For my part, I believe, and as a result of this process am more convinced, that Jesus was born of a virgin. I cannot prove that it happened historically, but theologically, I believe it because I stand in that belief that the stories want to affirm something about Jesus, the man, that in micro equates to that which I believe about the cosmos in macro, that the world was born ex nihilo and in that sense ex virgine, and that having established the world as other-than-Himself, in which God created the human as methorios, as an intermediary between (in our case) the physical and the spiritual, the appearance of the Logos incarnate is the means of bringing about its rightful end and conclusion back in Himself.

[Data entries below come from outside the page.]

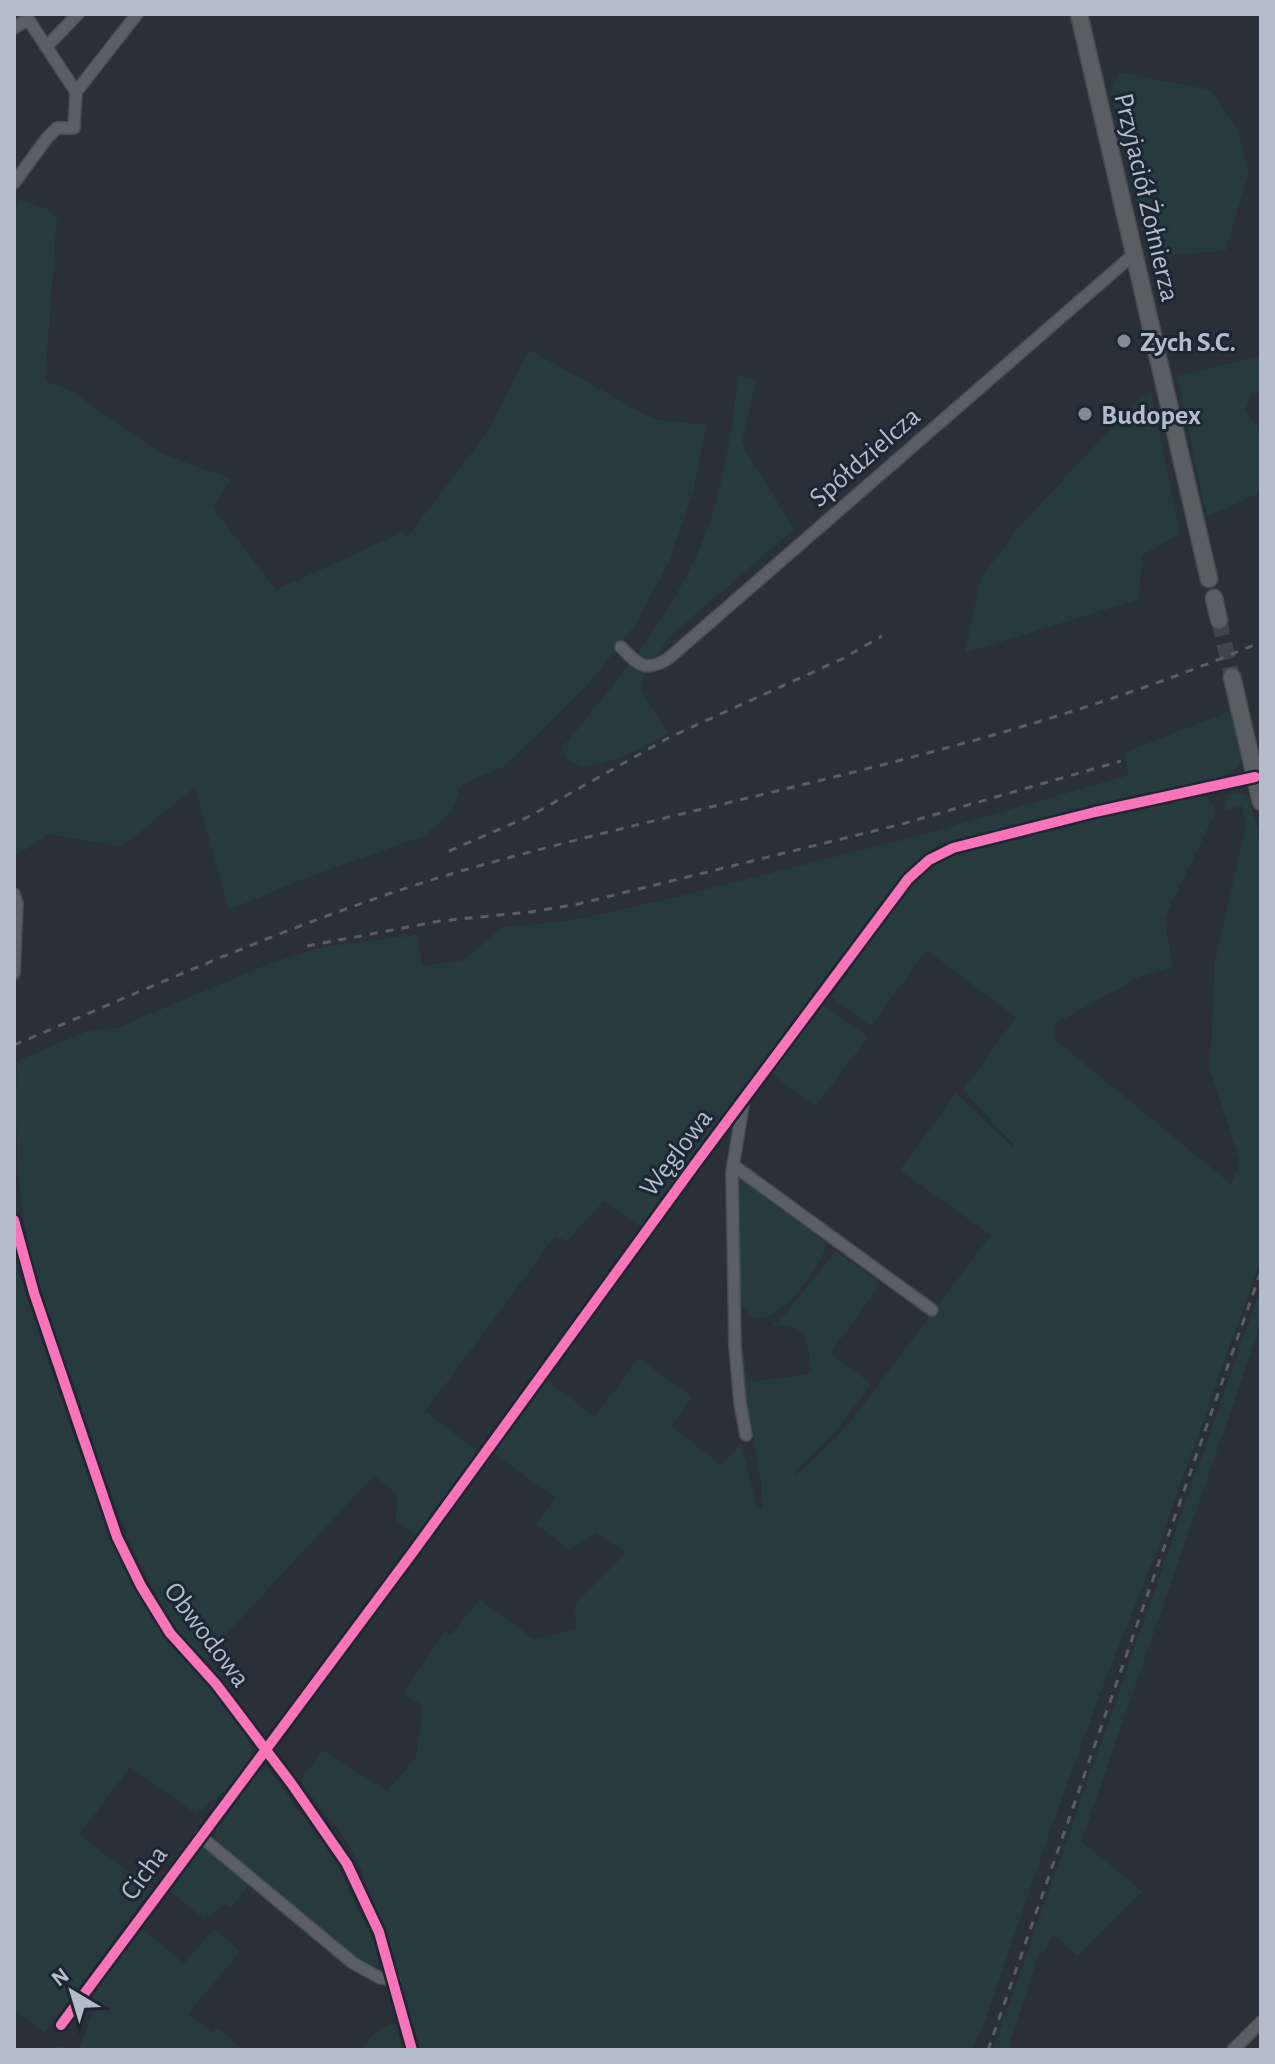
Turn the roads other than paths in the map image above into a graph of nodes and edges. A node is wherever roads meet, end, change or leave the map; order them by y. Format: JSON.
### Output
{"nodes":[{"id":1,"x":78,"y":14,"type":"edge"},
{"id":2,"x":137,"y":14,"type":"edge"},
{"id":3,"x":1079,"y":14,"type":"edge"},
{"id":4,"x":14,"y":28,"type":"edge"},
{"id":5,"x":46,"y":47,"type":"junction"},
{"id":6,"x":76,"y":92,"type":"junction"},
{"id":7,"x":14,"y":183,"type":"edge"},
{"id":8,"x":1134,"y":254,"type":"junction"},
{"id":9,"x":1209,"y":579,"type":"dead end"},
{"id":10,"x":1214,"y":598,"type":"dead end"},
{"id":11,"x":1219,"y":620,"type":"tunnel mouth"},
{"id":12,"x":621,"y":647,"type":"dead end"},
{"id":13,"x":1232,"y":677,"type":"tunnel mouth"},
{"id":14,"x":1255,"y":777,"type":"junction"},
{"id":15,"x":1261,"y":802,"type":"edge"},
{"id":16,"x":14,"y":894,"type":"edge"},
{"id":17,"x":14,"y":973,"type":"edge"},
{"id":18,"x":744,"y":1100,"type":"junction"},
{"id":19,"x":733,"y":1165,"type":"junction"},
{"id":20,"x":14,"y":1220,"type":"edge"},
{"id":21,"x":932,"y":1310,"type":"dead end"},
{"id":22,"x":746,"y":1435,"type":"dead end"},
{"id":23,"x":265,"y":1748,"type":"junction"},
{"id":24,"x":200,"y":1836,"type":"junction"},
{"id":25,"x":394,"y":1980,"type":"junction"},
{"id":26,"x":1261,"y":2022,"type":"edge"},
{"id":27,"x":61,"y":2025,"type":"dead end"},
{"id":28,"x":412,"y":2050,"type":"edge"},
{"id":29,"x":1233,"y":2050,"type":"edge"}],
"edges":[{"from":1,"to":5,"type":"street"},
{"from":2,"to":6,"type":"street"},
{"from":3,"to":8,"type":"main road","name":"Przyjaciół Żołnierza"},
{"from":4,"to":5,"type":"street"},
{"from":5,"to":6,"type":"street"},
{"from":6,"to":7,"type":"street"},
{"from":8,"to":9,"type":"main road","name":"Przyjaciół Żołnierza"},
{"from":8,"to":12,"type":"street","name":"Spółdzielcza"},
{"from":10,"to":11,"type":"main road"},
{"from":13,"to":14,"type":"main road"},
{"from":14,"to":15,"type":"main road"},
{"from":14,"to":18,"type":"street","name":"Węglowa"},
{"from":16,"to":17,"type":"street"},
{"from":18,"to":19,"type":"street"},
{"from":18,"to":23,"type":"street","name":"Węglowa"},
{"from":19,"to":21,"type":"street"},
{"from":19,"to":22,"type":"street"},
{"from":20,"to":23,"type":"street","name":"Obwodowa"},
{"from":23,"to":24,"type":"street","name":"Cicha"},
{"from":23,"to":25,"type":"street","name":"Obwodowa"},
{"from":24,"to":25,"type":"street","name":"Cicha"},
{"from":24,"to":27,"type":"street","name":"Cicha"},
{"from":25,"to":28,"type":"street","name":"Obwodowa"},
{"from":26,"to":29,"type":"street"}]}
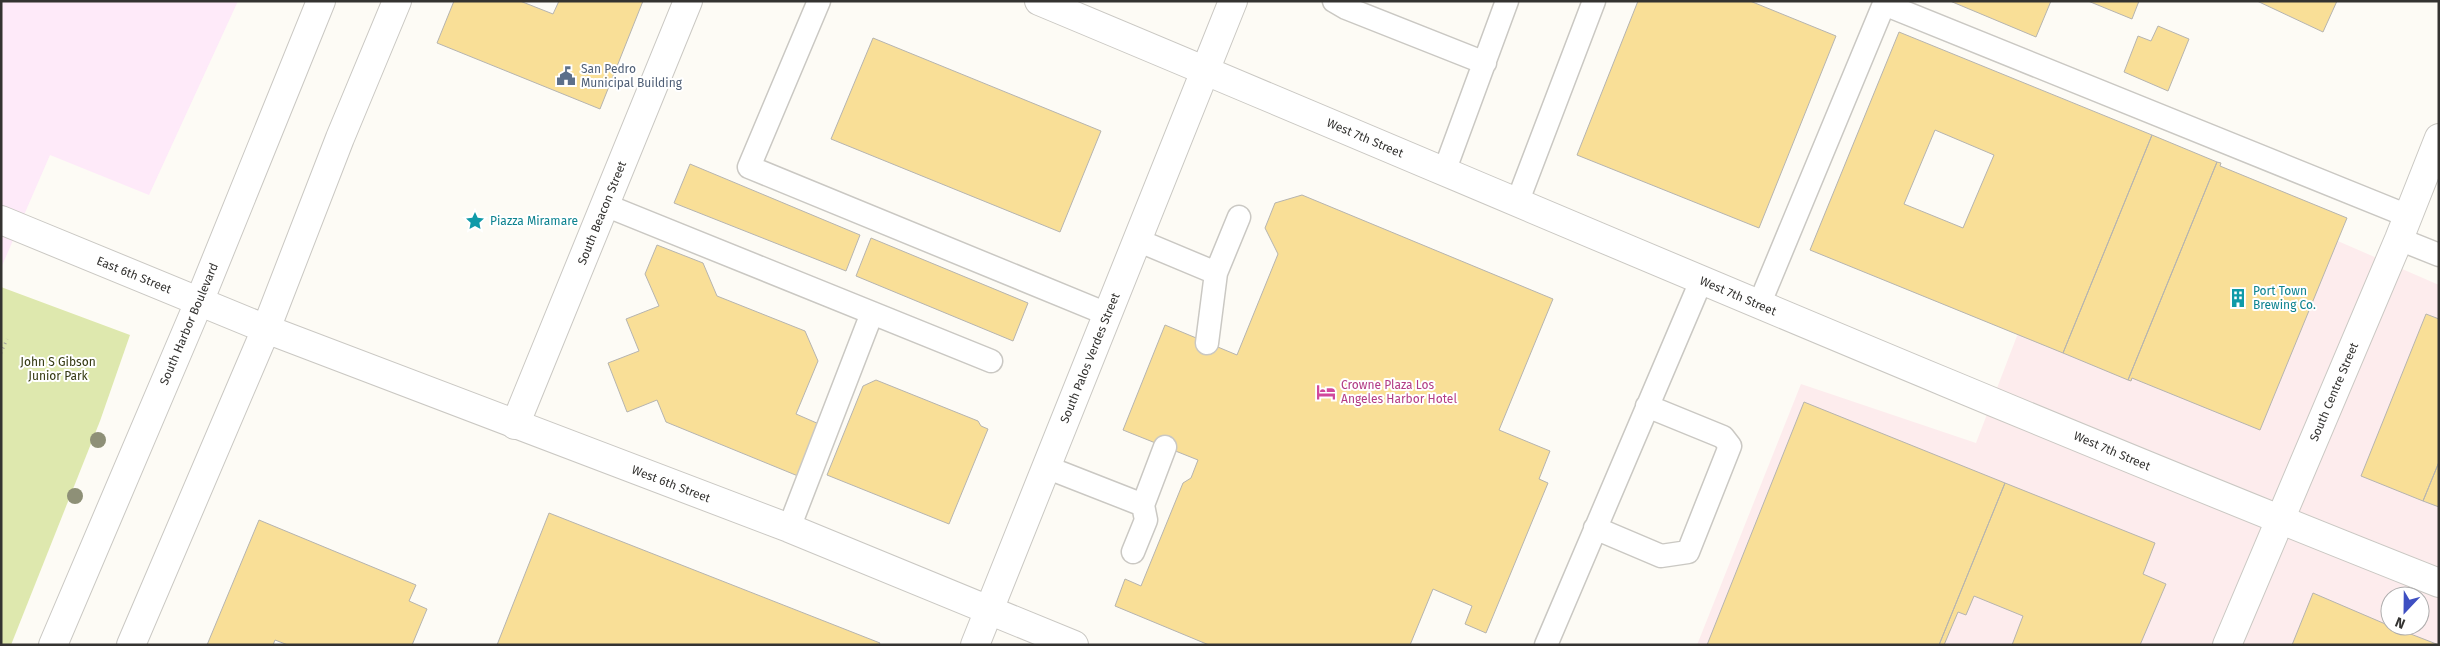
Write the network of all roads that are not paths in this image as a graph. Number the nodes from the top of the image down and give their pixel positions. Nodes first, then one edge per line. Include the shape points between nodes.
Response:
1 (321, 1) edge
2 (398, 1) edge
3 (688, 1) edge
4 (819, 1) edge
5 (1039, 1) edge
6 (1233, 1) edge
7 (1334, 1) edge
8 (1507, 1) edge
9 (1594, 1) edge
10 (1485, 63) junction
11 (1205, 70) junction
12 (2439, 138) edge
13 (1444, 172) junction
14 (1517, 203) junction
15 (605, 205) junction
16 (1239, 217) dead end
17 (1, 220) edge
18 (2403, 227) junction
19 (1136, 240) junction
20 (2439, 256) edge
21 (1216, 273) junction
22 (1701, 280) junction
23 (200, 302) junction
24 (1759, 305) junction
25 (872, 313) junction
26 (1107, 314) junction
27 (266, 329) junction
28 (1207, 342) dead end
29 (991, 362) dead end
30 (1647, 406) junction
31 (515, 425) junction
32 (1166, 447) dead end
33 (1046, 467) junction
34 (1143, 505) junction
35 (2279, 520) junction
36 (789, 528) junction
37 (1595, 528) junction
38 (1134, 552) dead end
39 (2439, 584) edge
40 (989, 609) junction
41 (53, 645) edge
42 (131, 645) edge
43 (975, 645) edge
44 (1074, 645) edge
45 (1546, 645) edge
46 (2227, 645) edge

1 - 23 main road, South Harbor Boulevard
2 - 27 main road via 340,138
3 - 15 main road, South Beacon Street
4 - 26 lane via 749,167
5 - 11 main road, West 7th Street
6 - 11 main road, South Palos Verdes Street
7 - 10 lane
8 - 10 lane
9 - 14 lane
10 - 13 lane
11 - 13 main road, West 7th Street
11 - 19 main road, South Palos Verdes Street
12 - 18 main road, South Centre Street
13 - 14 main road, West 7th Street
14 - 22 main road, West 7th Street
15 - 25 lane
15 - 31 main road, South Beacon Street
16 - 21 lane
17 - 23 main road, East 6th Street
18 - 20 lane
18 - 24 lane via 1884,4
18 - 35 main road, South Centre Street
19 - 21 lane
19 - 26 main road, South Palos Verdes Street
21 - 28 lane
22 - 24 main road, West 7th Street
22 - 30 lane
23 - 27 main road, East 6th Street
23 - 41 main road, South Harbor Boulevard
24 - 35 main road, West 7th Street
25 - 29 lane
25 - 36 lane
26 - 33 main road, South Palos Verdes Street
27 - 31 main road, West 6th Street
27 - 42 main road
30 - 37 lane
30 - 37 lane via 1723,437 1730,446 1688,552 1661,556
31 - 36 main road, West 6th Street
32 - 34 lane
33 - 34 lane
33 - 40 main road, South Palos Verdes Street
34 - 38 lane via 1146,520
35 - 39 main road, West 7th Street
35 - 46 main road, South Centre Street
36 - 40 main road, West 6th Street
37 - 45 lane
40 - 43 main road, South Palos Verdes Street
40 - 44 main road, West 6th Street

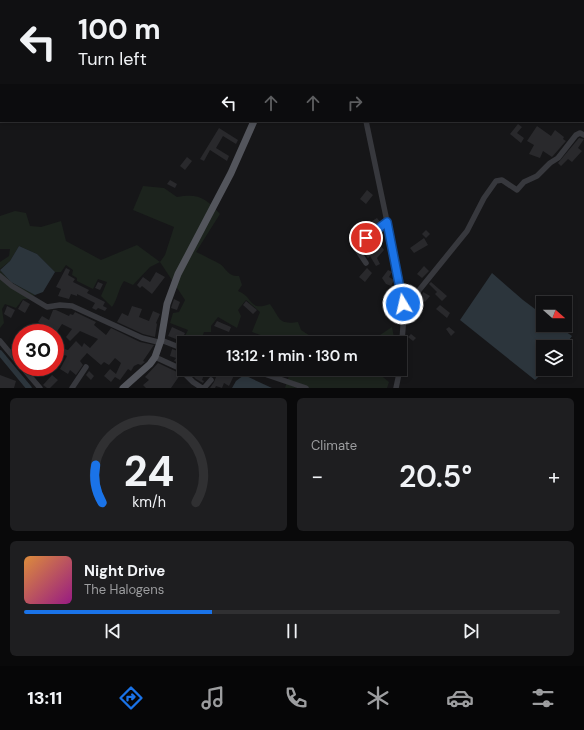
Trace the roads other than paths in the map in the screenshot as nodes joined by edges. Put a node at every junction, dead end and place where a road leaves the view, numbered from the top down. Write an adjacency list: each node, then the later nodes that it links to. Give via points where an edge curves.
1 (254, 122): 9 (main road, via 231,173 178,274 168,304)
2 (366, 122): 4 (street)
3 (584, 135): 7 (street, via 576,135 558,158 537,176 524,182 518,190 502,180 496,181 467,231 427,282 416,294 410,290)
4 (387, 222): 5 (street, via 356,248); 7 (street)
5 (366, 263)
6 (0, 276): 9 (street, via 47,307 72,306 142,338 158,342)
7 (402, 293): 8 (street)
8 (402, 336)
9 (161, 340): 11 (street); 13 (main road)
10 (0, 342): 12 (street)
11 (177, 346)
12 (12, 356)
13 (155, 357): 21 (main road); 22 (street, via 179,368)
14 (86, 367): 20 (street)
15 (29, 376): 19 (street)
16 (271, 376): 23 (street)
17 (398, 376): 24 (street)
18 (211, 380): 22 (street)
19 (40, 388)
20 (72, 388)
21 (123, 388)
22 (203, 388)
23 (306, 388)
24 (396, 388)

"Whether this transhistorical vision is in fact grounded in an intrahistorical set of events disappears from view, for me, in the wake of the larger calling that I render my own soul and body patient to the indwelling Word, that I may become both the opening womb and empty tomb through whom Christ comes into the world, in whom that eschatological creation continues to be realized."
 
The creation of the universe and life is the biggest miracle, God created Adam from the earth. By comparison, a virgin birth should be easy. I have no problem believing that Jesus came into this world through a virgin birth.

Searching for meaning takes us on a profound journey.